EXERCISE GOAL:
Starting with the line that contains "Road topology of", copy every remaining line of the data below exactly, the last one included.

PROVIDED INFORMATION:
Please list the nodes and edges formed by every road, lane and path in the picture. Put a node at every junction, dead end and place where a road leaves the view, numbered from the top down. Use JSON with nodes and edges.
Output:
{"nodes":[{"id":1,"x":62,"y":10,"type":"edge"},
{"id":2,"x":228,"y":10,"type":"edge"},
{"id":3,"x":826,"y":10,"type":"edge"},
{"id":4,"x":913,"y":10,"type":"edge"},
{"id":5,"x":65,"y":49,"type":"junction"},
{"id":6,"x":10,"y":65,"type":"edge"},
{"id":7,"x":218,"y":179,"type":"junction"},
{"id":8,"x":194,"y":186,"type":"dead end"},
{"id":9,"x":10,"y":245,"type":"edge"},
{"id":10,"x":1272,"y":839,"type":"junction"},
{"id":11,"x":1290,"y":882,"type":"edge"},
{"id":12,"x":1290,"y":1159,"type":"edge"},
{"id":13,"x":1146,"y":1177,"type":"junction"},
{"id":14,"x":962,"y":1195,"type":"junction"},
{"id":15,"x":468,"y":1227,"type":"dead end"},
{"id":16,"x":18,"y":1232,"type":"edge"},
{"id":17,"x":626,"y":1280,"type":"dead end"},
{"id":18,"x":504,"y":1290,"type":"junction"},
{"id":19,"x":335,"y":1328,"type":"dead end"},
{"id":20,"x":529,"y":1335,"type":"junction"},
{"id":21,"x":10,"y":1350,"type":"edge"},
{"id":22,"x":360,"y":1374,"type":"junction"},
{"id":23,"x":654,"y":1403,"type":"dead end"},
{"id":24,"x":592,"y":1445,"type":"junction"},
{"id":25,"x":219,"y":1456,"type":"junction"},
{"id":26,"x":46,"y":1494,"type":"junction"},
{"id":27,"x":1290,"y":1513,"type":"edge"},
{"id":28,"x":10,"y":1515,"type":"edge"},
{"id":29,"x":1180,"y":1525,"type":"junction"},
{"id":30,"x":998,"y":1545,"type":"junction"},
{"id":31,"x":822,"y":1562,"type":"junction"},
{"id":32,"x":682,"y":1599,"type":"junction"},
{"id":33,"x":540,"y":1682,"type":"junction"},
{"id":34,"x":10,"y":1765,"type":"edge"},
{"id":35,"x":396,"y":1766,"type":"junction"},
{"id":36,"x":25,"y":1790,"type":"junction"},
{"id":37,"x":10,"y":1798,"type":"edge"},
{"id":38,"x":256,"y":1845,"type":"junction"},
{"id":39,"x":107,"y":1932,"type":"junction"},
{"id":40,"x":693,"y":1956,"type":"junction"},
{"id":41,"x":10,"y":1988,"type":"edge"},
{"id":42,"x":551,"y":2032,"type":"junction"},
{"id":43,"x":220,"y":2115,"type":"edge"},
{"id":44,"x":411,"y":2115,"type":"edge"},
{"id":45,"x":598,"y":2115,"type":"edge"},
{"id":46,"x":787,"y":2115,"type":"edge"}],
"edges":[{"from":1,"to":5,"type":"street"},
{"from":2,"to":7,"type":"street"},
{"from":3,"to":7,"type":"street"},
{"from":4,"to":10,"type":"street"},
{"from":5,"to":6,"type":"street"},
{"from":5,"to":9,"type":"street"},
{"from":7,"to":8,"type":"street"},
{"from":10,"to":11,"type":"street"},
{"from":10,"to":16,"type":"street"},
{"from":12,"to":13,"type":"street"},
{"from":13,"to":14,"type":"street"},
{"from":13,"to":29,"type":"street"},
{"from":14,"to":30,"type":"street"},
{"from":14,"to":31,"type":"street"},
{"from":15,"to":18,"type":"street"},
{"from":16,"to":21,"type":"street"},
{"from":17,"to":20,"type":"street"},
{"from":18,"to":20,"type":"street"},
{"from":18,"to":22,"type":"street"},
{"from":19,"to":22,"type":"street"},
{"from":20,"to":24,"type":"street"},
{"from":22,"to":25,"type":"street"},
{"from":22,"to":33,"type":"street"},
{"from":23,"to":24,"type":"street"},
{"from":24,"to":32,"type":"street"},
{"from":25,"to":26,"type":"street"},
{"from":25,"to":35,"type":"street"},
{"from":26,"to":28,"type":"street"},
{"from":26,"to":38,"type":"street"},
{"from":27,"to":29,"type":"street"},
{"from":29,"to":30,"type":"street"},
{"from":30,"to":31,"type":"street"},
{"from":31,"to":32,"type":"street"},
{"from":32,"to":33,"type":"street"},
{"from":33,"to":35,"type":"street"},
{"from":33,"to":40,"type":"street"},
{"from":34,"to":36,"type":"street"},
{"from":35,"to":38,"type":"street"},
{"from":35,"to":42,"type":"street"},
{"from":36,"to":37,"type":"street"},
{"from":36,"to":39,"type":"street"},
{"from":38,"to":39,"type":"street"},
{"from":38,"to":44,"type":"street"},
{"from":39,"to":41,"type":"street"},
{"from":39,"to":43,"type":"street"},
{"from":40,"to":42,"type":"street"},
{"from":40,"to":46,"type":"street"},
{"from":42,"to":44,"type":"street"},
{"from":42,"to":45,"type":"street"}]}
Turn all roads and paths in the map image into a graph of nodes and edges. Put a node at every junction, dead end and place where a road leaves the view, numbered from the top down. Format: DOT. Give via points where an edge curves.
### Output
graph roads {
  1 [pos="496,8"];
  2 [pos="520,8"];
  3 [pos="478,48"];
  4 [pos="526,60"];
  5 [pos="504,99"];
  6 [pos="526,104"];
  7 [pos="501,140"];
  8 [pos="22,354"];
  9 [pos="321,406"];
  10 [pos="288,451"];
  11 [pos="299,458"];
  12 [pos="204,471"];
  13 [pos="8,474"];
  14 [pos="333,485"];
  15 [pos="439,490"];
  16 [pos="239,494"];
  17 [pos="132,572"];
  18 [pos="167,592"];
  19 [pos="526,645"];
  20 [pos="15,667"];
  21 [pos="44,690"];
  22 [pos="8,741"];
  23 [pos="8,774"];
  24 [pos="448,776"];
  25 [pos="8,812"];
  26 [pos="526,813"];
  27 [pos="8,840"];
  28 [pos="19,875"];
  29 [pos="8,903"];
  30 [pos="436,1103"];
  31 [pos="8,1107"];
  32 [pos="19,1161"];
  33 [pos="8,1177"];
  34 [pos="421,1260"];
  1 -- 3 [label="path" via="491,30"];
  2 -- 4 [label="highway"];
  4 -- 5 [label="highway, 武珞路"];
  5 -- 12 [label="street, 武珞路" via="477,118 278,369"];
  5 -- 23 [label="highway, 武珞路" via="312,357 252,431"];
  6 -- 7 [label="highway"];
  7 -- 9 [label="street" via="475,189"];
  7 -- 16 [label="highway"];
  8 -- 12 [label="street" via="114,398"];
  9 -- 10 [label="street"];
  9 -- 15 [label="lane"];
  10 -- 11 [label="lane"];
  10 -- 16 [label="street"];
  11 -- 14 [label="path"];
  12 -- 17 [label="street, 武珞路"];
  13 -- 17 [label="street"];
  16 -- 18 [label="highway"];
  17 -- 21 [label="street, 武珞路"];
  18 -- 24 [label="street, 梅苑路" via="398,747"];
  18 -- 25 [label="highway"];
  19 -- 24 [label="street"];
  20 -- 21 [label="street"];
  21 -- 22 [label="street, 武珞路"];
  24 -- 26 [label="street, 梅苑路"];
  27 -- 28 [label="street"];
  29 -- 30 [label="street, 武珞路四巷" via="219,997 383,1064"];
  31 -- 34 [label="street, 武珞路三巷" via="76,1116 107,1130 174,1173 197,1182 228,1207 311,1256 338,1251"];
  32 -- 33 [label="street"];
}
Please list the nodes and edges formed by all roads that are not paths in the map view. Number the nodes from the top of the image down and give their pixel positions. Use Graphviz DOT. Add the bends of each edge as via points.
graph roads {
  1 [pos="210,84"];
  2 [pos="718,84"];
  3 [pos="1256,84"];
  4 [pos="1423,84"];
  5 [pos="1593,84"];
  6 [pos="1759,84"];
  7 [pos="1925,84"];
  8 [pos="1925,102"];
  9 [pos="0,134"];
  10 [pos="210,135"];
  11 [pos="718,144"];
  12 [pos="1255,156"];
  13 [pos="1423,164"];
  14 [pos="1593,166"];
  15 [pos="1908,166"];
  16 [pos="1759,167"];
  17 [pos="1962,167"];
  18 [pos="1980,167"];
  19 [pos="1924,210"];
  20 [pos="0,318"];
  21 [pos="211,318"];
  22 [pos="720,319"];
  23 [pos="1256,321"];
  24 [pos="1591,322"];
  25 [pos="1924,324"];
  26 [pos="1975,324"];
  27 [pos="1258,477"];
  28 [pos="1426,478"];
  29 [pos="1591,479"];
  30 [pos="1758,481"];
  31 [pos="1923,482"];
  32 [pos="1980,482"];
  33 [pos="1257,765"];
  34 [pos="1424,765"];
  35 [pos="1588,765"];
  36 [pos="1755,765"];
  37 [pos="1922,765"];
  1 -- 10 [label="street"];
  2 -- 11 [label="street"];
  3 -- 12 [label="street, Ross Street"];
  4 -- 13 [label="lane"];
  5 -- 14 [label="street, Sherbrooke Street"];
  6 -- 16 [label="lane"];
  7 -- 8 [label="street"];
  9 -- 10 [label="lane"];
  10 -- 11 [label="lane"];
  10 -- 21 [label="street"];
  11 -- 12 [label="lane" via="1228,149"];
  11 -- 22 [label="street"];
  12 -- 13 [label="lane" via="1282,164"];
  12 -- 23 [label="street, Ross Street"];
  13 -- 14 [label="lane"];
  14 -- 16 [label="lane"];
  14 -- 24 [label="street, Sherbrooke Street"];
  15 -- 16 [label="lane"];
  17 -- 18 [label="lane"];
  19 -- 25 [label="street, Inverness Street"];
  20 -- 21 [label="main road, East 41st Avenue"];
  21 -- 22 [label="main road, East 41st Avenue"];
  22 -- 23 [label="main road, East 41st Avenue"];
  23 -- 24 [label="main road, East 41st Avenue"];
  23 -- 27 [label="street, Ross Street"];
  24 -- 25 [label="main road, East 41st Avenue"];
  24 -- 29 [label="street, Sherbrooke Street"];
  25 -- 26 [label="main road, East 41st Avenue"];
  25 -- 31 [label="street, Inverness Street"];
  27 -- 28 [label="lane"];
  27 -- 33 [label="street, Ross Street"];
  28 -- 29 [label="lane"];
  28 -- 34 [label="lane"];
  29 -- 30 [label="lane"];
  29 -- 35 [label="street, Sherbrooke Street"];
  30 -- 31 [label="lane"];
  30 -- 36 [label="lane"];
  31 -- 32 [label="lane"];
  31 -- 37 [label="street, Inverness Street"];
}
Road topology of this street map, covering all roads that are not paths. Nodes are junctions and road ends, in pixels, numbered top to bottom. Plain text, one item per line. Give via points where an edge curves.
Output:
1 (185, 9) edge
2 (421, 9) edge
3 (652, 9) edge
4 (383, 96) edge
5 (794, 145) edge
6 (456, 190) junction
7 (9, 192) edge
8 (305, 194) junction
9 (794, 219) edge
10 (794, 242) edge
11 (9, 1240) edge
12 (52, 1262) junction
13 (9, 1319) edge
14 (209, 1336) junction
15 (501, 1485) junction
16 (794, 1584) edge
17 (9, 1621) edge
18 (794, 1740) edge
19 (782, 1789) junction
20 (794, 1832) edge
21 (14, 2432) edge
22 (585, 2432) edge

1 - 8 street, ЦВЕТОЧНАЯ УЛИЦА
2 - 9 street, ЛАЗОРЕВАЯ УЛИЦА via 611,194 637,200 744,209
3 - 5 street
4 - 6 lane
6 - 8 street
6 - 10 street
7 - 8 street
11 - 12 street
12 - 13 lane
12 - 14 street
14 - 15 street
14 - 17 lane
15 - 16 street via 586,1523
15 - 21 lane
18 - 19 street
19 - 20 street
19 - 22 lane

COMPLETED TASK:
Road topology of this street map, covering all roads that are not paths. Nodes are junctions and road ends, in pixels, numbered top to bottom. Plain text, one item per line. Give via points where an edge curves.
Output:
1 (185, 9) edge
2 (421, 9) edge
3 (652, 9) edge
4 (383, 96) edge
5 (794, 145) edge
6 (456, 190) junction
7 (9, 192) edge
8 (305, 194) junction
9 (794, 219) edge
10 (794, 242) edge
11 (9, 1240) edge
12 (52, 1262) junction
13 (9, 1319) edge
14 (209, 1336) junction
15 (501, 1485) junction
16 (794, 1584) edge
17 (9, 1621) edge
18 (794, 1740) edge
19 (782, 1789) junction
20 (794, 1832) edge
21 (14, 2432) edge
22 (585, 2432) edge

1 - 8 street, ЦВЕТОЧНАЯ УЛИЦА
2 - 9 street, ЛАЗОРЕВАЯ УЛИЦА via 611,194 637,200 744,209
3 - 5 street
4 - 6 lane
6 - 8 street
6 - 10 street
7 - 8 street
11 - 12 street
12 - 13 lane
12 - 14 street
14 - 15 street
14 - 17 lane
15 - 16 street via 586,1523
15 - 21 lane
18 - 19 street
19 - 20 street
19 - 22 lane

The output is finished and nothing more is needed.